The data below holds a line containing "context.font = font;" and a line containing "159, 30, 28);"; please quote exactly those two lines and every line between them, and nothing else.
╭─ PROVIDED DATA
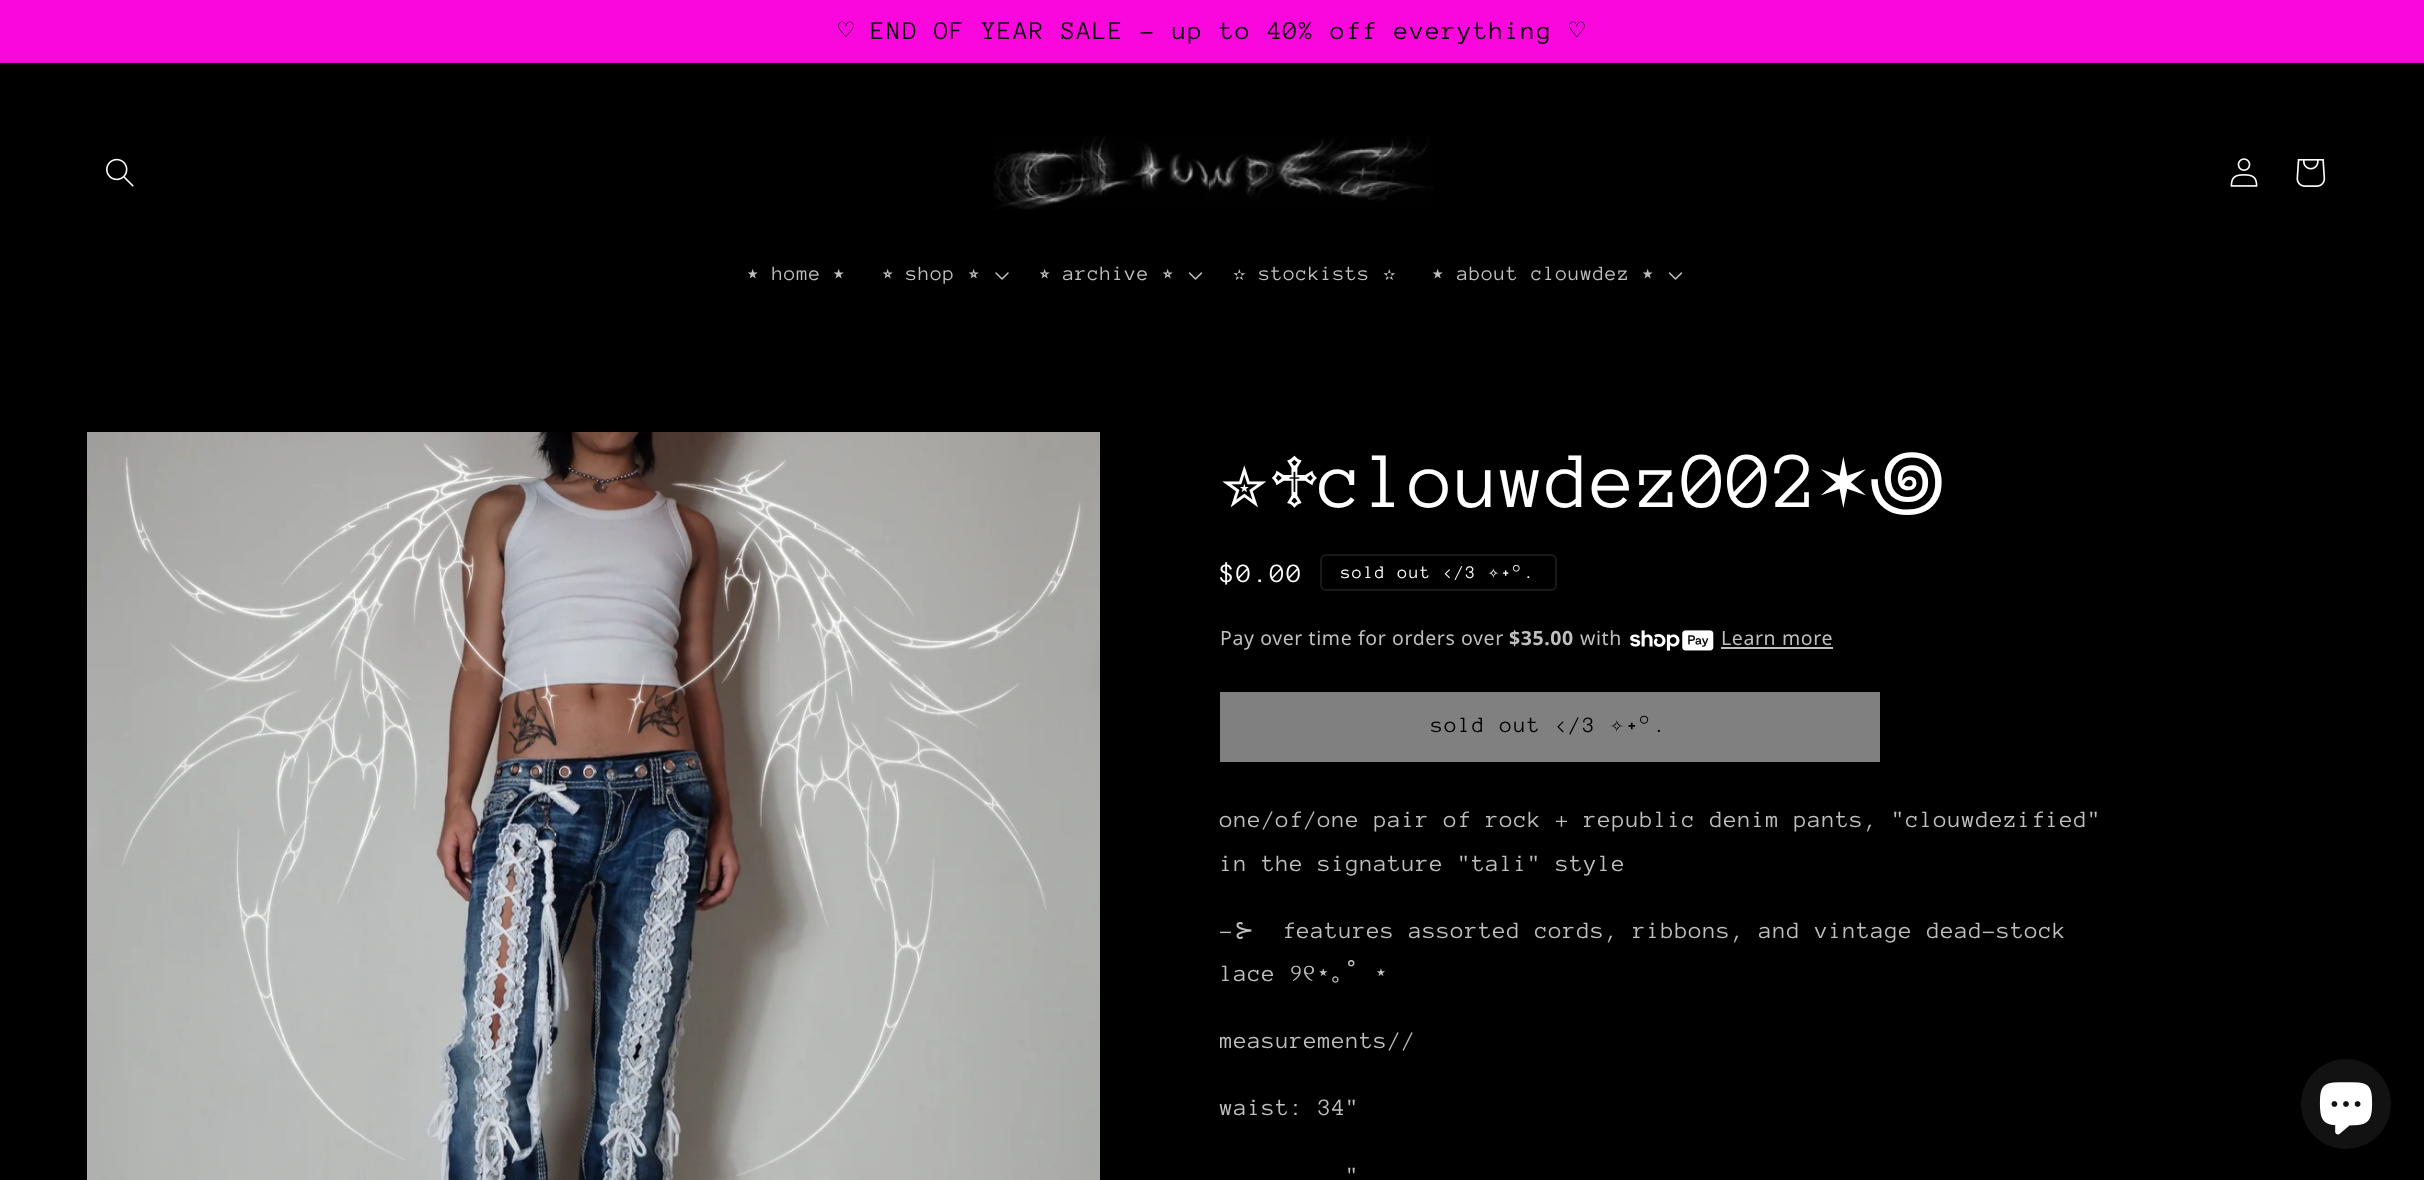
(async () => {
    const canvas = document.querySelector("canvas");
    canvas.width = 2424;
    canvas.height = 1180;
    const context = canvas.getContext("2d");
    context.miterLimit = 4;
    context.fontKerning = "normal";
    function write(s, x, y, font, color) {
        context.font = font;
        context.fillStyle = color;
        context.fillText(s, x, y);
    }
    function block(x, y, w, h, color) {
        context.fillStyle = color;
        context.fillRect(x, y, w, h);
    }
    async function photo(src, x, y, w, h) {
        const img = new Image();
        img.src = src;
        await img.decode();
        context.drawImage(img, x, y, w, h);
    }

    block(0, 0, 2424, 1180, "rgb(0, 0, 0)");
    block(0, 0, 2424, 62, "rgb(250, 7, 221)");
    block(0, 62, 2424, 1, "rgb(230, 6, 203)");
    context.letterSpacing = "1.5px";
    write("♡", 838, 39, "26.3px DejaVu Sans Mono", "rgb(0, 0, 0)");
    write("END OF YEAR SALE - up to 40% off everything", 871, 39, "26.3px Anonymous Pro", "rgb(0, 0, 0)");
    write("♡", 1569, 39, "26.3px DejaVu Sans Mono", "rgb(0, 0, 0)");
    await photo("media/1.png", 106, 158, 28, 29);
    await photo("media/2.png", 993, 135, 441, 75);
    await photo("media/3.png", 2230, 158, 28, 29);
    await photo("media/4.png", 2296, 159, 30, 28);
    context.letterSpacing = "0.9px";
    write("⭑", 747, 280, "21px FreeSans", "rgb(191, 191, 191)");
    write("home", 772, 280, "21px Anonymous Pro", "rgb(191, 191, 191)");
    write("⭑", 833, 280, "21px FreeSans", "rgb(191, 191, 191)");
    write("⭒", 882, 280, "21px FreeSans", "rgb(191, 191, 191)");
    write("shop", 906, 280, "21px Anonymous Pro", "rgb(191, 191, 191)");
    write("⭒", 968, 280, "21px FreeSans", "rgb(191, 191, 191)");
    await photo("media/5.png", 995, 272, 14, 8);
    write("⭒", 1039, 280, "21px FreeSans", "rgb(191, 191, 191)");
    write("archive", 1063, 280, "21px Anonymous Pro", "rgb(191, 191, 191)");
    write("⭒", 1162, 280, "21px FreeSans", "rgb(191, 191, 191)");
    await photo("media/6.png", 1188, 272, 15, 8);
    write("✫", 1233, 280, "21px DejaVu Sans Mono", "rgb(191, 191, 191)");
    write("stockists", 1259, 280, "21px Anonymous Pro", "rgb(191, 191, 191)");
    write("✫", 1383, 280, "21px DejaVu Sans Mono", "rgb(191, 191, 191)");
    write("⭑", 1432, 280, "21px FreeSans", "rgb(191, 191, 191)");
    write("about clouwdez", 1457, 280, "21px Anonymous Pro", "rgb(191, 191, 191)");
    write("⭑", 1642, 280, "21px FreeSans", "rgb(191, 191, 191)");
    await photo("media/6.png", 1668, 272, 15, 8);
    await photo("media/7.png", 87, 432, 1013, 748);
    context.letterSpacing = "1.25px";
    write("✮♱", 1220, 507, "81px DejaVu Sans Mono", "rgb(255, 255, 255)");
    write("clouwdez002", 1319, 507, "81px Anonymous Pro", "rgb(255, 255, 255)");
    write("✶", 1819, 507, "81px DejaVu Sans Mono", "rgb(255, 255, 255)");
    write("꩜", 1869, 507, "81px Noto Sans Cham", "rgb(255, 255, 255)");
    context.letterSpacing = "2px";
    write("$0.00", 1220, 582, "27px Anonymous Pro", "rgb(255, 255, 255)");
    context.beginPath();
    context.roundRect(1321, 555, 235, 35, 5);
    context.strokeStyle = "rgb(26, 26, 26)";
    context.lineWidth = 2;
    context.stroke();
    context.letterSpacing = "1.5px";
    write("sold out <\/3", 1341, 578, "18px Anonymous Pro", "rgb(255, 255, 255)");
    write("✧˖", 1488, 578, "18px DejaVu Sans Mono", "rgb(255, 255, 255)");
    write("°.", 1513, 578, "18px Anonymous Pro", "rgb(255, 255, 255)");
    context.letterSpacing = "0.6px";
    write("Pay over time for orders over", 1220, 645, "19.5px Noto Sans", "rgb(191, 191, 191)");
    write("$35.00", 1509, 645, "bold 19.5px Noto Sans", "rgb(191, 191, 191)");
    write("with", 1580, 645, "19.5px Noto Sans", "rgb(191, 191, 191)");
    await photo("media/8.png", 1630, 630, 84, 21);
    write("Learn more", 1721, 645, "19.5px Noto Sans", "rgb(191, 191, 191)");
    block(1721, 647, 112, 2, "rgb(191, 191, 191)");
    block(1220, 692, 660, 70, "rgb(128, 128, 128)");
    context.letterSpacing = "1.5px";
    write("sold out <\/3", 1431, 732, "22.5px Anonymous Pro", "rgb(0, 0, 0)");
    write("✧˖", 1610, 732, "22.5px DejaVu Sans Mono", "rgb(0, 0, 0)");
    write("°.", 1640, 732, "22.5px Anonymous Pro", "rgb(0, 0, 0)");
    context.letterSpacing = "0.9px";
    write("one/of/one pair of rock + republic denim pants, \"clouwdezified\"", 1220, 827, "24px Anonymous Pro", "rgb(191, 191, 191)");
    write("in the signature \"tali\" style", 1220, 871, "24px Anonymous Pro", "rgb(191, 191, 191)");
    write("-", 1220, 938, "24px Anonymous Pro", "rgb(191, 191, 191)");
    write("⊱", 1234, 938, "24px DejaVu Sans", "rgb(191, 191, 191)");
    write("features assorted cords, ribbons, and vintage dead-stock", 1283, 938, "24px Anonymous Pro", "rgb(191, 191, 191)");
    write("lace", 1220, 981, "24px Anonymous Pro", "rgb(191, 191, 191)");
    write("୨୧", 1290, 981, "24px FreeSerif", "rgb(191, 191, 191)");
    write("⋆", 1316, 981, "24px DejaVu Sans Mono", "rgb(191, 191, 191)");
    context.wordSpacing = "-1px";
    write("˚ ⋆", 1344, 981, "24px DejaVu Sans Mono", "rgb(191, 191, 191)");
    context.wordSpacing = "0px";
    write("｡", 1331, 981, "24px IPAGothic", "rgb(191, 191, 191)");
    write("measurements//", 1220, 1048, "24px Anonymous Pro", "rgb(191, 191, 191)");
    write("waist: 34\"", 1220, 1115, "24px Anonymous Pro", "rgb(191, 191, 191)");
    write("\"", 1346, 1183, "24px Anonymous Pro", "rgb(191, 191, 191)");
    context.fillStyle = "rgb(18, 18, 18)";
    context.beginPath();
    context.arc(2346, 1104, 45, 0, Math.PI * 2);
    context.fill();
    await photo("media/9.png", 2319, 1082, 54, 53);
})();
╰─
# TASK RESPONSE:
        context.font = font;
        context.fillStyle = color;
        context.fillText(s, x, y);
    }
    function block(x, y, w, h, color) {
        context.fillStyle = color;
        context.fillRect(x, y, w, h);
    }
    async function photo(src, x, y, w, h) {
        const img = new Image();
        img.src = src;
        await img.decode();
        context.drawImage(img, x, y, w, h);
    }

    block(0, 0, 2424, 1180, "rgb(0, 0, 0)");
    block(0, 0, 2424, 62, "rgb(250, 7, 221)");
    block(0, 62, 2424, 1, "rgb(230, 6, 203)");
    context.letterSpacing = "1.5px";
    write("♡", 838, 39, "26.3px DejaVu Sans Mono", "rgb(0, 0, 0)");
    write("END OF YEAR SALE - up to 40% off everything", 871, 39, "26.3px Anonymous Pro", "rgb(0, 0, 0)");
    write("♡", 1569, 39, "26.3px DejaVu Sans Mono", "rgb(0, 0, 0)");
    await photo("media/1.png", 106, 158, 28, 29);
    await photo("media/2.png", 993, 135, 441, 75);
    await photo("media/3.png", 2230, 158, 28, 29);
    await photo("media/4.png", 2296, 159, 30, 28);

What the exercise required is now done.